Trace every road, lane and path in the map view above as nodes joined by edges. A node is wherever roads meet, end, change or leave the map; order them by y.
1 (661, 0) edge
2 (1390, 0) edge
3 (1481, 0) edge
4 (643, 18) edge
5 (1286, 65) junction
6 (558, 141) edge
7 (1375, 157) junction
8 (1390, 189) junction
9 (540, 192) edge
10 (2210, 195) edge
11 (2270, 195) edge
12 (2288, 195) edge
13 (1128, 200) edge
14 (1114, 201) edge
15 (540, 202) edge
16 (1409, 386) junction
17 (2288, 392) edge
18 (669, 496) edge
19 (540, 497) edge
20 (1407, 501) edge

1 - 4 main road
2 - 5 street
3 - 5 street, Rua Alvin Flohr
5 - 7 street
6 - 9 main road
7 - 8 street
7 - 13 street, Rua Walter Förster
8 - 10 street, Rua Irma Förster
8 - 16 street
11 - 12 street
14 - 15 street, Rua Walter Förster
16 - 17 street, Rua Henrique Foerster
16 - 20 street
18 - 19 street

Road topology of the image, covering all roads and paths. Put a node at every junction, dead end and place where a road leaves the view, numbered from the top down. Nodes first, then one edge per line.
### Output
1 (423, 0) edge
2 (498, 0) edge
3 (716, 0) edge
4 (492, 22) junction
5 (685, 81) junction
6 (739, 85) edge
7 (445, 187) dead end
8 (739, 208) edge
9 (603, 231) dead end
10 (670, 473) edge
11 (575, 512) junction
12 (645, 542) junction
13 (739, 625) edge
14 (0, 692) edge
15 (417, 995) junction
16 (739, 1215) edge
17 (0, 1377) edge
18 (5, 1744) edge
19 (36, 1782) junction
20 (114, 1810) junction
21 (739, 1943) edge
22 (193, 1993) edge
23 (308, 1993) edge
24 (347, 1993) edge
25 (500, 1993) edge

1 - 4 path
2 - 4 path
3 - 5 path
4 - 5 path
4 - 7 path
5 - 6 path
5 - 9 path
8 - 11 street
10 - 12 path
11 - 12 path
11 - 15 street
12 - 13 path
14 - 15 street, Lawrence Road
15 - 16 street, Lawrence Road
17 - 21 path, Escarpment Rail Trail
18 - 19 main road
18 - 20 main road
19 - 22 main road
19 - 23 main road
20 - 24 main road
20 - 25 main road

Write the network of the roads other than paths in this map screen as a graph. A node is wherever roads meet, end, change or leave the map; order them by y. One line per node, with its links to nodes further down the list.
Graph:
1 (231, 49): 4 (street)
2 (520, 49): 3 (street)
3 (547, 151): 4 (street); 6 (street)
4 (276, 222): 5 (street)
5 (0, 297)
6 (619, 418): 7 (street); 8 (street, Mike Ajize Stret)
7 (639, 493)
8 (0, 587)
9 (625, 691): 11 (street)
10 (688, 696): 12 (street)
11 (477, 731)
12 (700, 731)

[What needs to be done]
Print the full listing, word for word.

[Reply]
Trace every road, lane and path in the map view above as nodes joined by edges. A node is wherever roads meet, end, change or leave the map; order them by y.
1 (661, 0) edge
2 (1390, 0) edge
3 (1481, 0) edge
4 (643, 18) edge
5 (1286, 65) junction
6 (558, 141) edge
7 (1375, 157) junction
8 (1390, 189) junction
9 (540, 192) edge
10 (2210, 195) edge
11 (2270, 195) edge
12 (2288, 195) edge
13 (1128, 200) edge
14 (1114, 201) edge
15 (540, 202) edge
16 (1409, 386) junction
17 (2288, 392) edge
18 (669, 496) edge
19 (540, 497) edge
20 (1407, 501) edge

1 - 4 main road
2 - 5 street
3 - 5 street, Rua Alvin Flohr
5 - 7 street
6 - 9 main road
7 - 8 street
7 - 13 street, Rua Walter Förster
8 - 10 street, Rua Irma Förster
8 - 16 street
11 - 12 street
14 - 15 street, Rua Walter Förster
16 - 17 street, Rua Henrique Foerster
16 - 20 street
18 - 19 street

Road topology of the image, covering all roads and paths. Put a node at every junction, dead end and place where a road leaves the view, numbered from the top down. Nodes first, then one edge per line.
### Output
1 (423, 0) edge
2 (498, 0) edge
3 (716, 0) edge
4 (492, 22) junction
5 (685, 81) junction
6 (739, 85) edge
7 (445, 187) dead end
8 (739, 208) edge
9 (603, 231) dead end
10 (670, 473) edge
11 (575, 512) junction
12 (645, 542) junction
13 (739, 625) edge
14 (0, 692) edge
15 (417, 995) junction
16 (739, 1215) edge
17 (0, 1377) edge
18 (5, 1744) edge
19 (36, 1782) junction
20 (114, 1810) junction
21 (739, 1943) edge
22 (193, 1993) edge
23 (308, 1993) edge
24 (347, 1993) edge
25 (500, 1993) edge

1 - 4 path
2 - 4 path
3 - 5 path
4 - 5 path
4 - 7 path
5 - 6 path
5 - 9 path
8 - 11 street
10 - 12 path
11 - 12 path
11 - 15 street
12 - 13 path
14 - 15 street, Lawrence Road
15 - 16 street, Lawrence Road
17 - 21 path, Escarpment Rail Trail
18 - 19 main road
18 - 20 main road
19 - 22 main road
19 - 23 main road
20 - 24 main road
20 - 25 main road

Write the network of the roads other than paths in this map screen as a graph. A node is wherever roads meet, end, change or leave the map; order them by y. One line per node, with its links to nodes further down the list.
Graph:
1 (231, 49): 4 (street)
2 (520, 49): 3 (street)
3 (547, 151): 4 (street); 6 (street)
4 (276, 222): 5 (street)
5 (0, 297)
6 (619, 418): 7 (street); 8 (street, Mike Ajize Stret)
7 (639, 493)
8 (0, 587)
9 (625, 691): 11 (street)
10 (688, 696): 12 (street)
11 (477, 731)
12 (700, 731)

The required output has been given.